• Flora Gosling

Review: NSFW (theSpace on Niddry Street)

Updated: Jun 10

Hmm, I wonder if I started featuring topless production photos, whether my male audience will increase. Only really attractive actresses, mind. All slim and gorgeous with a pristine complexion and all the right assets, and we can always alter the imperfect. What harm can it do? Those are the themes running through Lucy Kirkwood’s 2012 play “NSFW”, which has been revived and performed at the Fringe by Not I theatre company. The plot is simple – something goes wrong at lads mag “Doghouse”, and we reflect on how women in the media are portrayed. Even as my cherished and limited readership read that line, some of them will have already left. With themes like that “NSFW” risks being lecturing, alienating, and unentertaining, but done well it could be fantastic.

Firstly, the writing is really sharp. The characters were each individual, entertaining, and got equal time in the spotlight which made their character dynamics and chemistry really strong. It’s also a hugely entertaining show, not so much that there are constant jokes but that the situation presented is a complicated one and rather interesting to see it play out and all the trouble that goes with it. The message of the show fantastically integrated into this story. When watching feminist theatre, I find that whenever a male character has a line complaining of the treatment of women, too often it sounds, rather ironically, like their wives are putting words into their mouths. That is not to say that they do not believe in what they are saying, but rather that the lines come off as unnatural and stale (perhaps because they have never been on the receiving end of such treatment, but that's a debate for another day). Here, there is no need for grand speeches but the conscience of our protagonist Sam is enough to both propel the plot and communicate a serious message about what is wrong with the modern media’s representation of women.

Photo Credit: Tara Carlin

Whilst most of the performances deliver what you expect in terms of quality – not standing out but fitting with their characters – those of Grace Maria and Alexander Lopez as the selfish, manipulative, but ultimately charming and commanding bosses were endlessly entertaining. Despite neither being the protagonist they are the driving force behind the show, perfectly mirroring each other with corresponding characteristics.

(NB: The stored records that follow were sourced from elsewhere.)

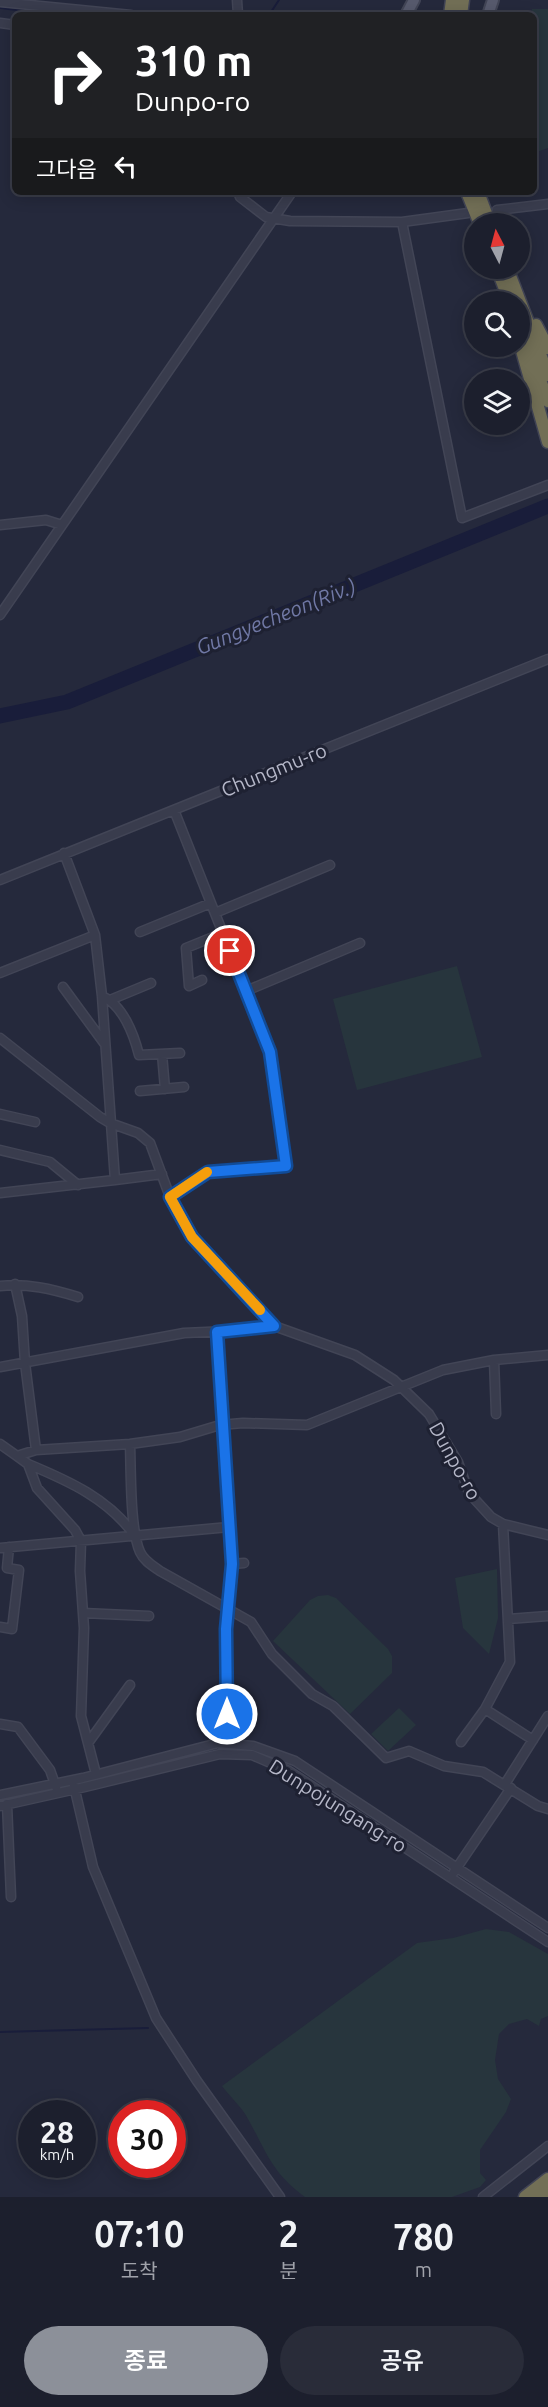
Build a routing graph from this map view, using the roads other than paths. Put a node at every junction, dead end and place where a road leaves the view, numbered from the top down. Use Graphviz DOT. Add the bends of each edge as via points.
graph roads {
  1 [pos="0,2"];
  2 [pos="101,12"];
  3 [pos="239,195"];
  4 [pos="290,195"];
  5 [pos="468,195"];
  6 [pos="479,195"];
  7 [pos="548,204"];
  8 [pos="497,210"];
  9 [pos="476,213"];
  10 [pos="486,213"];
  11 [pos="464,214"];
  12 [pos="274,219"];
  13 [pos="402,222"];
  14 [pos="512,279"];
  15 [pos="514,279"];
  16 [pos="548,348"];
  17 [pos="530,354"];
  18 [pos="524,357"];
  19 [pos="548,375"];
  20 [pos="548,401"];
  21 [pos="548,442"];
  22 [pos="548,485"];
  23 [pos="0,525"];
  24 [pos="62,525"];
  25 [pos="0,615"];
  26 [pos="548,659"];
  27 [pos="174,810"];
  28 [pos="64,853"];
  29 [pos="330,865"];
  30 [pos="0,880"];
  31 [pos="211,903"];
  32 [pos="215,913"];
  33 [pos="140,932"];
  34 [pos="223,933"];
  35 [pos="95,935"];
  36 [pos="360,943"];
  37 [pos="0,973"];
  38 [pos="202,980"];
  39 [pos="151,983"];
  40 [pos="63,987"];
  41 [pos="246,990"];
  42 [pos="106,998"];
  43 [pos="0,1038"];
  44 [pos="105,1045"];
  45 [pos="180,1053"];
  46 [pos="162,1054"];
  47 [pos="184,1087"];
  48 [pos="165,1089"];
  49 [pos="140,1091"];
  50 [pos="0,1114"];
  51 [pos="35,1122"];
  52 [pos="110,1123"];
  53 [pos="0,1150"];
  54 [pos="162,1174"];
  55 [pos="115,1180"];
  56 [pos="78,1185"];
  57 [pos="0,1193"];
  58 [pos="170,1197"];
  59 [pos="15,1284"];
  60 [pos="0,1286"];
  61 [pos="78,1297"];
  62 [pos="274,1326"];
  63 [pos="217,1332"];
  64 [pos="548,1355"];
  65 [pos="494,1360"];
  66 [pos="25,1363"];
  67 [pos="0,1367"];
  68 [pos="403,1387"];
  69 [pos="496,1414"];
  70 [pos="223,1425"];
  71 [pos="0,1444"];
  72 [pos="130,1444"];
  73 [pos="36,1450"];
  74 [pos="17,1456"];
  75 [pos="28,1464"];
  76 [pos="503,1524"];
  77 [pos="229,1527"];
  78 [pos="548,1535"];
  79 [pos="136,1537"];
  80 [pos="81,1541"];
  81 [pos="4,1548"];
  82 [pos="244,1563"];
  83 [pos="232,1564"];
  84 [pos="229,1610"];
  85 [pos="83,1613"];
  86 [pos="149,1616"];
  87 [pos="548,1616"];
  88 [pos="508,1619"];
  89 [pos="0,1628"];
  90 [pos="130,1685"];
  91 [pos="485,1709"];
  92 [pos="548,1716"];
  93 [pos="0,1724"];
  94 [pos="533,1740"];
  95 [pos="461,1742"];
  96 [pos="88,1743"];
  97 [pos="227,1743"];
  98 [pos="96,1774"];
  99 [pos="72,1780"];
  100 [pos="55,1784"];
  101 [pos="508,1786"];
  102 [pos="75,1790"];
  103 [pos="57,1793"];
  104 [pos="0,1795"];
  105 [pos="3,1805"];
  106 [pos="548,1809"];
  107 [pos="456,1868"];
  108 [pos="450,1878"];
  109 [pos="11,1897"];
  110 [pos="548,1928"];
  111 [pos="548,1942"];
  112 [pos="548,2146"];
  113 [pos="548,2179"];
  114 [pos="548,2190"];
  115 [pos="280,2197"];
  116 [pos="483,2197"];
  117 [pos="525,2197"];
  118 [pos="539,2197"];
  1 -- 2 [label="street"];
  3 -- 12 [label="street"];
  4 -- 12 [label="street"];
  5 -- 9 [label="highway"];
  6 -- 10 [label="highway"];
  7 -- 8 [label="street"];
  11 -- 13 [label="street"];
  12 -- 13 [label="street"];
  12 -- 24 [label="street"];
  13 -- 22 [label="street" via="462,518"];
  14 -- 19 [label="highway"];
  15 -- 16 [label="highway"];
  17 -- 20 [label="highway"];
  18 -- 21 [label="highway"];
  23 -- 24 [label="street" via="46,520"];
  24 -- 25 [label="street"];
  26 -- 27 [label="street, Chungmu-ro"];
  27 -- 28 [label="street, Chungmu-ro"];
  27 -- 31 [label="street"];
  28 -- 30 [label="street, Chungmu-ro"];
  28 -- 35 [label="street"];
  29 -- 32 [label="street"];
  31 -- 32 [label="street"];
  31 -- 33 [label="street"];
  32 -- 34 [label="street"];
  34 -- 38 [label="street" via="186,948 189,986"];
  34 -- 41 [label="street"];
  35 -- 37 [label="street"];
  35 -- 42 [label="street"];
  36 -- 41 [label="street"];
  39 -- 42 [label="street"];
  40 -- 44 [label="street"];
  41 -- 58 [label="street" via="270,1052 286,1166 208,1172"];
  42 -- 44 [label="street"];
  42 -- 46 [label="street" via="134,1034 139,1055"];
  43 -- 52 [label="street, Dunpo-ro"];
  44 -- 52 [label="street"];
  45 -- 46 [label="street"];
  46 -- 48 [label="street"];
  47 -- 48 [label="street"];
  48 -- 49 [label="street"];
  50 -- 51 [label="street"];
  52 -- 54 [label="street, Dunpo-ro" via="146,1139"];
  52 -- 55 [label="street"];
  53 -- 56 [label="street" via="50,1162"];
  54 -- 55 [label="street"];
  54 -- 58 [label="street, Dunpo-ro"];
  55 -- 56 [label="street"];
  56 -- 57 [label="street"];
  58 -- 62 [label="street, Dunpo-ro" via="192,1237"];
  59 -- 60 [label="street"];
  59 -- 61 [label="street"];
  59 -- 66 [label="street"];
  62 -- 63 [label="street, Dunpo-ro"];
  62 -- 68 [label="street, Dunpo-ro" via="356,1355"];
  63 -- 66 [label="street, Dunpo-ro" via="184,1333"];
  63 -- 70 [label="street"];
  64 -- 65 [label="street"];
  65 -- 68 [label="street" via="443,1370"];
  65 -- 69 [label="street"];
  66 -- 67 [label="street, Dunpo-ro"];
  66 -- 73 [label="street"];
  68 -- 70 [label="street" via="306,1425"];
  68 -- 76 [label="street, Dunpo-ro" via="429,1414 458,1462 470,1493 491,1517"];
  70 -- 72 [label="street" via="180,1437"];
  70 -- 77 [label="street"];
  71 -- 74 [label="street"];
  72 -- 73 [label="street"];
  72 -- 79 [label="street"];
  73 -- 74 [label="street"];
  74 -- 75 [label="street"];
  75 -- 79 [label="street" via="70,1482 109,1506"];
  75 -- 80 [label="street" via="37,1488"];
  76 -- 78 [label="street, Dunpo-ro"];
  76 -- 88 [label="street"];
  77 -- 79 [label="street"];
  77 -- 83 [label="street"];
  79 -- 80 [label="street"];
  79 -- 84 [label="street" via="140,1554 147,1562"];
  80 -- 81 [label="street"];
  80 -- 85 [label="street"];
  81 -- 89 [label="street" via="7,1568 19,1569 12,1629"];
  82 -- 83 [label="street"];
  83 -- 84 [label="street"];
  84 -- 97 [label="street"];
  84 -- 101 [label="street" via="251,1622 272,1654 386,1758 409,1751 444,1766 483,1772"];
  85 -- 86 [label="street"];
  85 -- 96 [label="street" via="81,1716"];
  87 -- 88 [label="street"];
  88 -- 91 [label="street" via="510,1662"];
  90 -- 96 [label="street"];
  91 -- 94 [label="street"];
  91 -- 95 [label="street"];
  92 -- 94 [label="street"];
  93 -- 100 [label="street" via="18,1727 50,1770"];
  94 -- 101 [label="street"];
  96 -- 98 [label="street"];
  97 -- 98 [label="street, Dunpojungang-ro"];
  97 -- 107 [label="street, Dunpojungang-ro" via="253,1746 295,1761"];
  98 -- 99 [label="street, Dunpojungang-ro"];
  99 -- 100 [label="street, Dunpojungang-ro"];
  99 -- 102 [label="street"];
  100 -- 103 [label="street"];
  100 -- 104 [label="street, Dunpojungang-ro"];
  101 -- 106 [label="street"];
  101 -- 107 [label="street"];
  102 -- 103 [label="street, Dunpojungang-ro"];
  102 -- 108 [label="street, Dunpojungang-ro" via="206,1756 252,1755 289,1771"];
  102 -- 115 [label="street" via="93,1867 156,2018"];
  103 -- 105 [label="street, Dunpojungang-ro"];
  105 -- 109 [label="street"];
  107 -- 108 [label="street"];
  107 -- 110 [label="street, Dunpojungang-ro"];
  108 -- 111 [label="street, Dunpojungang-ro"];
  112 -- 116 [label="street"];
  113 -- 117 [label="highway"];
  114 -- 118 [label="highway"];
}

Walking out, I reflected on how solid the narrative was. Well-paced, well-constructed, and with the strong if unoriginal message that entertains and provokes conversation. There was also a great attention to detail, for example the writing on the board as part of the set posing ideas for articles such as “Queen’s page boy is SUPER hot now”, outlining the hypocrisy of modern acceptability in the media. My only criticism is that I found the ending unsatisfying, as though they had said everything they needed to say and stopped there, but that didn’t stop me reflecting on the issues raised and giggling at the more entertaining parts as I left. This is a show that appeals to a really wide audience, far more than the one that enjoyed it with me. In the wrong hands an original story such as this could have come off as satire or a cheesy British comedy, but here it shines. Four stars.